Cerbalus aravaensis is a huntsman spider found in the southern Arava Valley of Israel and Jordan. The species was first described by Gershom Levy of the Hebrew University of Jerusalem in 2007, though news agencies later reported it in 2010 as a new discovery (with a slightly different spelling) by a team of biologists from the University of Haifa. The spider has a leg-span of 14 cm, making it one of the largest member of the family Sparassidae in the Middle East. Males have a body length of 1.85–2.40 cm, while females' body length is 2.20–2.65 cm.

==Habitat==
Cerbalus aravaensis lives in sand dunes, and partly stable sands at the edge of salt-marshes. It is nocturnal and is most-active in the hotter summer months.

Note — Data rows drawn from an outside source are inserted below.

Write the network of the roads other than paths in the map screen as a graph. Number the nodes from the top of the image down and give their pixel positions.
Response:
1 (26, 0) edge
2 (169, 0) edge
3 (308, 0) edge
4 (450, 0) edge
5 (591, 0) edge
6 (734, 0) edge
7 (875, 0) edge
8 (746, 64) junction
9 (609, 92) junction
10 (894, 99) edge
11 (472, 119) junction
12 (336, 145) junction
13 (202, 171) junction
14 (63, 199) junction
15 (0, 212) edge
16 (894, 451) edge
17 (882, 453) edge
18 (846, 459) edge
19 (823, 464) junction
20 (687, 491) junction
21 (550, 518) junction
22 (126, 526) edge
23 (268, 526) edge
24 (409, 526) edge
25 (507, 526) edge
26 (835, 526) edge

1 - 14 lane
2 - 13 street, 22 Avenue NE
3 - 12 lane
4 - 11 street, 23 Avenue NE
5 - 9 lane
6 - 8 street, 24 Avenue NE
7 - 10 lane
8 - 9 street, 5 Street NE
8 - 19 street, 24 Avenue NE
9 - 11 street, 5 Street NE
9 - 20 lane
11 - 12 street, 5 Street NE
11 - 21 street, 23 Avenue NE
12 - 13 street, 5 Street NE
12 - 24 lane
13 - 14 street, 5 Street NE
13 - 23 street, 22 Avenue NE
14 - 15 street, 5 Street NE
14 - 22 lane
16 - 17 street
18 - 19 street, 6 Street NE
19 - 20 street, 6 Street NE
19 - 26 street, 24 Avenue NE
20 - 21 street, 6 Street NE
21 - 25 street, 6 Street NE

It constructs underground dens with hinged, trap-door-like operculum made of sand and silk, in order to disguise the entrance from predators.

==Conservation==
The Sands of Samar, the last remaining sand dunes in the southern Arava region of Israel and home to Cerbalus aravaensis, are disappearing. The sands once covered as many as 7 km2, but now cover less than 3 km2 due to re-zoning of areas for agriculture and sand quarries. Mining projects on the sands are intended to be renewed in the near future and thus the habitat's future is uncertain. Should the Sands of Samar be destroyed, it is unlikely that Cerbalus aravaensis would survive.

==Diet==
The Cerbalus aravaensis mainly eats small invertebrate including beetles. The Cerbalus aravaensis is known to eat geckos called Stenodactylus doriae (Middle Eastern short-fingered geckos).